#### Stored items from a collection

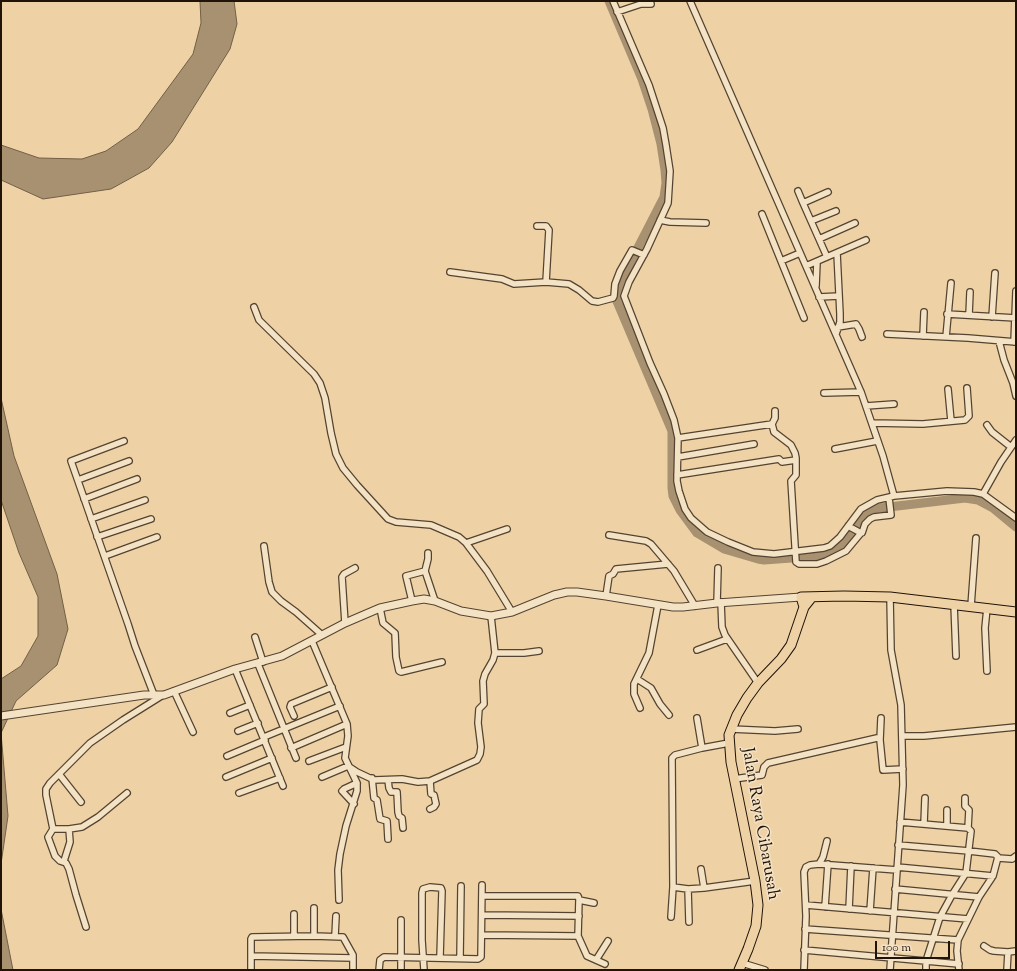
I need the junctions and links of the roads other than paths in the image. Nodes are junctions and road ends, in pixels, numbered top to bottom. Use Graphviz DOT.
graph roads {
  1 [pos="612,1"];
  2 [pos="690,1"];
  3 [pos="651,4"];
  4 [pos="617,12"];
  5 [pos="798,191"];
  6 [pos="828,192"];
  7 [pos="803,203"];
  8 [pos="836,211"];
  9 [pos="762,214"];
  10 [pos="660,220"];
  11 [pos="811,221"];
  12 [pos="706,223"];
  13 [pos="855,223"];
  14 [pos="536,226"];
  15 [pos="819,239"];
  16 [pos="866,240"];
  17 [pos="800,253"];
  18 [pos="837,253"];
  19 [pos="642,254"];
  20 [pos="827,257"];
  21 [pos="781,261"];
  22 [pos="817,262"];
  23 [pos="806,266"];
  24 [pos="450,272"];
  25 [pos="995,273"];
  26 [pos="546,282"];
  27 [pos="951,283"];
  28 [pos="816,289"];
  29 [pos="1016,291"];
  30 [pos="970,292"];
  31 [pos="839,296"];
  32 [pos="819,297"];
  33 [pos="254,307"];
  34 [pos="924,312"];
  35 [pos="948,314"];
  36 [pos="969,315"];
  37 [pos="992,317"];
  38 [pos="804,318"];
  39 [pos="1015,318"];
  40 [pos="838,327"];
  41 [pos="836,334"];
  42 [pos="887,334"];
  43 [pos="923,336"];
  44 [pos="862,337"];
  45 [pos="946,337"];
  46 [pos="999,341"];
  47 [pos="1015,342"];
  48 [pos="968,388"];
  49 [pos="948,389"];
  50 [pos="860,392"];
  51 [pos="824,393"];
  52 [pos="1016,396"];
  53 [pos="894,404"];
  54 [pos="866,406"];
  55 [pos="775,411"];
  56 [pos="951,421"];
  57 [pos="872,423"];
  58 [pos="772,424"];
  59 [pos="987,425"];
  60 [pos="678,438"];
  61 [pos="1016,440"];
  62 [pos="124,441"];
  63 [pos="877,441"];
  64 [pos="754,444"];
  65 [pos="1011,447"];
  66 [pos="835,449"];
  67 [pos="678,457"];
  68 [pos="796,460"];
  69 [pos="129,461"];
  70 [pos="677,475"];
  71 [pos="137,479"];
  72 [pos="78,480"];
  73 [pos="983,494"];
  74 [pos="891,497"];
  75 [pos="84,499"];
  76 [pos="145,500"];
  77 [pos="1016,518"];
  78 [pos="91,519"];
  79 [pos="151,519"];
  80 [pos="850,527"];
  81 [pos="507,529"];
  82 [pos="860,533"];
  83 [pos="610,535"];
  84 [pos="97,537"];
  85 [pos="157,537"];
  86 [pos="976,538"];
  87 [pos="466,543"];
  88 [pos="264,546"];
  89 [pos="428,553"];
  90 [pos="104,556"];
  91 [pos="796,556"];
  92 [pos="668,564"];
  93 [pos="355,568"];
  94 [pos="718,568"];
  95 [pos="425,571"];
  96 [pos="606,596"];
  97 [pos="801,597"];
  98 [pos="812,597"];
  99 [pos="890,597"];
  100 [pos="435,600"];
  101 [pos="412,601"];
  102 [pos="719,603"];
  103 [pos="954,604"];
  104 [pos="658,605"];
  105 [pos="694,606"];
  106 [pos="972,606"];
  107 [pos="380,608"];
  108 [pos="804,608"];
  109 [pos="987,608"];
  110 [pos="512,612"];
  111 [pos="1016,612"];
  112 [pos="491,616"];
  113 [pos="345,623"];
  114 [pos="322,635"];
  115 [pos="255,637"];
  116 [pos="727,639"];
  117 [pos="312,641"];
  118 [pos="697,650"];
  119 [pos="539,651"];
  120 [pos="495,653"];
  121 [pos="956,656"];
  122 [pos="442,662"];
  123 [pos="260,663"];
  124 [pos="235,670"];
  125 [pos="987,671"];
  126 [pos="637,679"];
  127 [pos="758,683"];
  128 [pos="332,687"];
  129 [pos="174,691"];
  130 [pos="154,695"];
  131 [pos="164,695"];
  132 [pos="250,705"];
  133 [pos="340,706"];
  134 [pos="640,708"];
  135 [pos="230,713"];
  136 [pos="668,715"];
  137 [pos="1,716"];
  138 [pos="294,716"];
  139 [pos="697,718"];
  140 [pos="880,718"];
  141 [pos="258,723"];
  142 [pos="347,724"];
  143 [pos="1016,727"];
  144 [pos="284,729"];
  145 [pos="731,729"];
  146 [pos="798,729"];
  147 [pos="238,731"];
  148 [pos="193,732"];
  149 [pos="902,736"];
  150 [pos="265,739"];
  151 [pos="880,740"];
  152 [pos="729,743"];
  153 [pos="346,747"];
  154 [pos="291,748"];
  155 [pos="702,748"];
  156 [pos="227,756"];
  157 [pos="272,758"];
  158 [pos="296,758"];
  159 [pos="309,761"];
  160 [pos="348,766"];
  161 [pos="903,770"];
  162 [pos="59,774"];
  163 [pos="226,777"];
  164 [pos="322,777"];
  165 [pos="280,778"];
  166 [pos="372,778"];
  167 [pos="734,779"];
  168 [pos="388,780"];
  169 [pos="430,781"];
  170 [pos="356,783"];
  171 [pos="283,786"];
  172 [pos="127,793"];
  173 [pos="239,793"];
  174 [pos="925,798"];
  175 [pos="965,798"];
  176 [pos="81,802"];
  177 [pos="354,804"];
  178 [pos="430,809"];
  179 [pos="947,810"];
  180 [pos="900,822"];
  181 [pos="924,824"];
  182 [pos="947,826"];
  183 [pos="402,828"];
  184 [pos="968,828"];
  185 [pos="53,829"];
  186 [pos="69,829"];
  187 [pos="388,839"];
  188 [pos="828,841"];
  189 [pos="898,845"];
  190 [pos="969,851"];
  191 [pos="1016,856"];
  192 [pos="998,858"];
  193 [pos="64,861"];
  194 [pos="819,864"];
  195 [pos="828,864"];
  196 [pos="852,866"];
  197 [pos="873,868"];
  198 [pos="897,868"];
  199 [pos="701,869"];
  200 [pos="966,873"];
  201 [pos="993,876"];
  202 [pos="755,881"];
  203 [pos="482,885"];
  204 [pos="461,886"];
  205 [pos="673,887"];
  206 [pos="704,888"];
  207 [pos="688,889"];
  208 [pos="895,889"];
  209 [pos="952,894"];
  210 [pos="483,896"];
  211 [pos="979,897"];
  212 [pos="339,900"];
  213 [pos="579,900"];
  214 [pos="594,903"];
  215 [pos="806,905"];
  216 [pos="825,907"];
  217 [pos="314,908"];
  218 [pos="849,909"];
  219 [pos="870,911"];
  220 [pos="894,913"];
  221 [pos="294,914"];
  222 [pos="483,915"];
  223 [pos="336,916"];
  224 [pos="579,916"];
  225 [pos="671,917"];
  226 [pos="940,917"];
  227 [pos="968,919"];
  228 [pos="401,920"];
  229 [pos="689,922"];
  230 [pos="86,927"];
  231 [pos="806,929"];
  232 [pos="482,935"];
  233 [pos="892,935"];
  234 [pos="294,936"];
  235 [pos="314,936"];
  236 [pos="334,936"];
  237 [pos="578,936"];
  238 [pos="934,938"];
  239 [pos="958,940"];
  240 [pos="608,941"];
  241 [pos="984,946"];
  242 [pos="804,950"];
  243 [pos="1016,951"];
  244 [pos="1008,952"];
  245 [pos="251,956"];
  246 [pos="401,957"];
  247 [pos="440,957"];
  248 [pos="353,958"];
  249 [pos="423,958"];
  250 [pos="460,958"];
  251 [pos="890,958"];
  252 [pos="596,960"];
  253 [pos="926,961"];
  254 [pos="605,964"];
  255 [pos="740,966"];
  256 [pos="959,967"];
  257 [pos="251,970"];
  258 [pos="353,970"];
  259 [pos="379,970"];
  260 [pos="401,970"];
  261 [pos="424,970"];
  262 [pos="765,970"];
  263 [pos="804,970"];
  264 [pos="890,970"];
  265 [pos="926,970"];
  266 [pos="1007,970"];
  1 -- 4 [label="street"];
  2 -- 17 [label="street"];
  3 -- 4 [label="street"];
  4 -- 10 [label="street"];
  5 -- 7 [label="street"];
  6 -- 7 [label="street"];
  7 -- 11 [label="street"];
  8 -- 11 [label="street"];
  9 -- 21 [label="street"];
  10 -- 12 [label="street"];
  10 -- 19 [label="street"];
  11 -- 15 [label="street"];
  13 -- 15 [label="street"];
  14 -- 26 [label="street"];
  15 -- 20 [label="street"];
  16 -- 18 [label="street"];
  17 -- 21 [label="street"];
  17 -- 23 [label="street"];
  18 -- 20 [label="street"];
  18 -- 31 [label="street"];
  19 -- 26 [label="street"];
  19 -- 60 [label="street"];
  20 -- 22 [label="street"];
  21 -- 38 [label="street"];
  22 -- 23 [label="street"];
  22 -- 28 [label="street"];
  23 -- 28 [label="street"];
  24 -- 26 [label="street"];
  25 -- 37 [label="street"];
  27 -- 35 [label="street"];
  28 -- 32 [label="street"];
  29 -- 39 [label="street"];
  30 -- 36 [label="street"];
  31 -- 32 [label="street"];
  31 -- 40 [label="street"];
  32 -- 41 [label="street"];
  33 -- 87 [label="street"];
  34 -- 43 [label="street"];
  35 -- 36 [label="street"];
  35 -- 45 [label="street"];
  36 -- 37 [label="street"];
  37 -- 39 [label="street"];
  39 -- 47 [label="street"];
  40 -- 41 [label="street"];
  40 -- 44 [label="street"];
  41 -- 50 [label="street"];
  42 -- 43 [label="street"];
  43 -- 45 [label="street"];
  45 -- 46 [label="street"];
  46 -- 47 [label="street"];
  46 -- 52 [label="street"];
  48 -- 56 [label="street"];
  49 -- 56 [label="street"];
  50 -- 51 [label="street"];
  50 -- 54 [label="street"];
  53 -- 54 [label="street"];
  54 -- 57 [label="street"];
  55 -- 58 [label="street"];
  56 -- 57 [label="street"];
  57 -- 63 [label="street"];
  58 -- 60 [label="street"];
  58 -- 68 [label="street"];
  59 -- 65 [label="street"];
  60 -- 67 [label="street"];
  61 -- 65 [label="street"];
  62 -- 72 [label="street"];
  63 -- 66 [label="street"];
  63 -- 74 [label="street"];
  64 -- 67 [label="street"];
  65 -- 73 [label="street"];
  67 -- 70 [label="street"];
  68 -- 70 [label="street"];
  68 -- 91 [label="street"];
  69 -- 72 [label="street"];
  70 -- 91 [label="street"];
  71 -- 75 [label="street"];
  72 -- 75 [label="street"];
  73 -- 74 [label="street"];
  73 -- 77 [label="street"];
  74 -- 80 [label="street"];
  74 -- 82 [label="street"];
  75 -- 78 [label="street"];
  76 -- 78 [label="street"];
  78 -- 84 [label="street"];
  79 -- 84 [label="street"];
  80 -- 82 [label="street"];
  80 -- 91 [label="street"];
  81 -- 87 [label="street"];
  82 -- 91 [label="street"];
  83 -- 92 [label="street"];
  84 -- 90 [label="street"];
  85 -- 90 [label="street"];
  86 -- 106 [label="street"];
  87 -- 110 [label="street"];
  88 -- 114 [label="street"];
  89 -- 95 [label="street"];
  90 -- 130 [label="street"];
  92 -- 96 [label="street"];
  92 -- 105 [label="street"];
  93 -- 113 [label="street"];
  94 -- 102 [label="street"];
  95 -- 100 [label="street"];
  95 -- 101 [label="street"];
  96 -- 104 [label="street"];
  96 -- 110 [label="street"];
  97 -- 98 [label="main road"];
  97 -- 102 [label="street"];
  97 -- 108 [label="main road"];
  98 -- 99 [label="main road"];
  98 -- 108 [label="main road, Jalan Raya Cibarusah"];
  99 -- 103 [label="main road"];
  99 -- 149 [label="street"];
  100 -- 101 [label="street"];
  100 -- 112 [label="street"];
  101 -- 107 [label="street"];
  102 -- 105 [label="street"];
  102 -- 116 [label="street"];
  103 -- 106 [label="main road"];
  103 -- 121 [label="street"];
  104 -- 105 [label="street"];
  104 -- 126 [label="street"];
  106 -- 109 [label="main road"];
  107 -- 113 [label="street"];
  107 -- 122 [label="street"];
  108 -- 127 [label="main road, Jalan Raya Cibarusah"];
  109 -- 111 [label="main road"];
  109 -- 125 [label="street"];
  110 -- 112 [label="street"];
  112 -- 120 [label="street"];
  113 -- 114 [label="street"];
  114 -- 117 [label="street"];
  115 -- 123 [label="street"];
  116 -- 118 [label="street"];
  116 -- 127 [label="street"];
  117 -- 123 [label="street"];
  117 -- 128 [label="street"];
  119 -- 120 [label="street"];
  120 -- 169 [label="street"];
  123 -- 124 [label="street"];
  123 -- 144 [label="street"];
  124 -- 129 [label="street"];
  124 -- 132 [label="street"];
  126 -- 134 [label="street"];
  126 -- 136 [label="street"];
  127 -- 145 [label="main road, Jalan Raya Cibarusah"];
  128 -- 133 [label="street"];
  128 -- 138 [label="street"];
  129 -- 131 [label="street"];
  129 -- 148 [label="street"];
  130 -- 131 [label="street"];
  130 -- 137 [label="street"];
  131 -- 162 [label="street"];
  132 -- 135 [label="street"];
  132 -- 141 [label="street"];
  133 -- 142 [label="street"];
  133 -- 144 [label="street"];
  139 -- 155 [label="street"];
  140 -- 151 [label="street"];
  141 -- 147 [label="street"];
  141 -- 150 [label="street"];
  142 -- 153 [label="street"];
  142 -- 154 [label="street"];
  143 -- 149 [label="street"];
  144 -- 150 [label="street"];
  144 -- 154 [label="street"];
  145 -- 146 [label="street"];
  145 -- 152 [label="main road, Jalan Raya Cibarusah"];
  149 -- 161 [label="street"];
  150 -- 156 [label="street"];
  150 -- 157 [label="street"];
  151 -- 161 [label="street"];
  151 -- 167 [label="street"];
  152 -- 155 [label="street"];
  152 -- 167 [label="main road, Jalan Raya Cibarusah"];
  153 -- 159 [label="street"];
  153 -- 160 [label="street"];
  154 -- 158 [label="street"];
  155 -- 205 [label="street"];
  157 -- 163 [label="street"];
  157 -- 165 [label="street"];
  160 -- 164 [label="street"];
  160 -- 166 [label="street"];
  160 -- 170 [label="street"];
  161 -- 180 [label="street"];
  162 -- 176 [label="street"];
  162 -- 185 [label="street"];
  165 -- 171 [label="street"];
  165 -- 173 [label="street"];
  166 -- 168 [label="street"];
  166 -- 187 [label="street"];
  167 -- 202 [label="main road, Jalan Raya Cibarusah"];
  168 -- 169 [label="street"];
  168 -- 183 [label="street"];
  169 -- 178 [label="street"];
  170 -- 177 [label="street"];
  170 -- 177 [label="street"];
  172 -- 186 [label="street"];
  174 -- 181 [label="street"];
  175 -- 184 [label="street"];
  177 -- 212 [label="street"];
  179 -- 182 [label="street"];
  180 -- 181 [label="street"];
  180 -- 189 [label="street"];
  181 -- 182 [label="street"];
  182 -- 184 [label="street"];
  184 -- 190 [label="street"];
  185 -- 186 [label="street"];
  185 -- 193 [label="street"];
  186 -- 193 [label="street"];
  188 -- 194 [label="street"];
  189 -- 190 [label="street"];
  189 -- 198 [label="street"];
  190 -- 192 [label="street"];
  190 -- 200 [label="street"];
  191 -- 192 [label="street"];
  192 -- 201 [label="street"];
  193 -- 230 [label="street"];
  194 -- 195 [label="street"];
  194 -- 215 [label="street"];
  195 -- 196 [label="street"];
  195 -- 216 [label="street"];
  196 -- 197 [label="street"];
  196 -- 218 [label="street"];
  197 -- 198 [label="street"];
  197 -- 219 [label="street"];
  198 -- 200 [label="street"];
  198 -- 208 [label="street"];
  199 -- 206 [label="street"];
  200 -- 201 [label="street"];
  200 -- 209 [label="street"];
  201 -- 211 [label="street"];
  202 -- 206 [label="street"];
  202 -- 255 [label="main road, Jalan Raya Cibarusah"];
  203 -- 210 [label="street"];
  204 -- 250 [label="street"];
  205 -- 207 [label="street"];
  205 -- 225 [label="street"];
  206 -- 207 [label="street"];
  207 -- 229 [label="street"];
  208 -- 209 [label="street"];
  208 -- 220 [label="street"];
  209 -- 211 [label="street"];
  209 -- 226 [label="street"];
  210 -- 213 [label="street"];
  210 -- 222 [label="street"];
  211 -- 227 [label="street"];
  213 -- 214 [label="street"];
  213 -- 224 [label="street"];
  215 -- 216 [label="street"];
  215 -- 231 [label="street"];
  216 -- 218 [label="street"];
  217 -- 235 [label="street"];
  218 -- 219 [label="street"];
  219 -- 220 [label="street"];
  220 -- 226 [label="street"];
  220 -- 233 [label="street"];
  221 -- 234 [label="street"];
  222 -- 224 [label="street"];
  222 -- 232 [label="street"];
  223 -- 236 [label="street"];
  224 -- 237 [label="street"];
  226 -- 227 [label="street"];
  226 -- 238 [label="street"];
  227 -- 239 [label="street"];
  228 -- 246 [label="street"];
  231 -- 233 [label="street"];
  231 -- 242 [label="street"];
  232 -- 237 [label="street"];
  232 -- 250 [label="street"];
  233 -- 238 [label="street"];
  233 -- 251 [label="street"];
  234 -- 235 [label="street"];
  234 -- 245 [label="street"];
  235 -- 236 [label="street"];
  236 -- 248 [label="street"];
  237 -- 252 [label="street"];
  238 -- 239 [label="street"];
  238 -- 253 [label="street"];
  239 -- 256 [label="street"];
  240 -- 252 [label="street"];
  241 -- 244 [label="street"];
  242 -- 251 [label="street"];
  242 -- 263 [label="street"];
  243 -- 244 [label="street"];
  244 -- 266 [label="street"];
  245 -- 248 [label="street"];
  245 -- 257 [label="street"];
  246 -- 249 [label="street"];
  246 -- 259 [label="street"];
  246 -- 260 [label="street"];
  247 -- 249 [label="street"];
  247 -- 249 [label="street"];
  247 -- 250 [label="street"];
  248 -- 258 [label="street"];
  249 -- 261 [label="street"];
  251 -- 253 [label="street"];
  251 -- 264 [label="street"];
  252 -- 254 [label="street"];
  253 -- 256 [label="street"];
  253 -- 265 [label="street"];
  255 -- 262 [label="street"];
}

#### Exercise details
Total the lines of the data that include the word "roads", and give that total as the sole response.

#### Task solution
2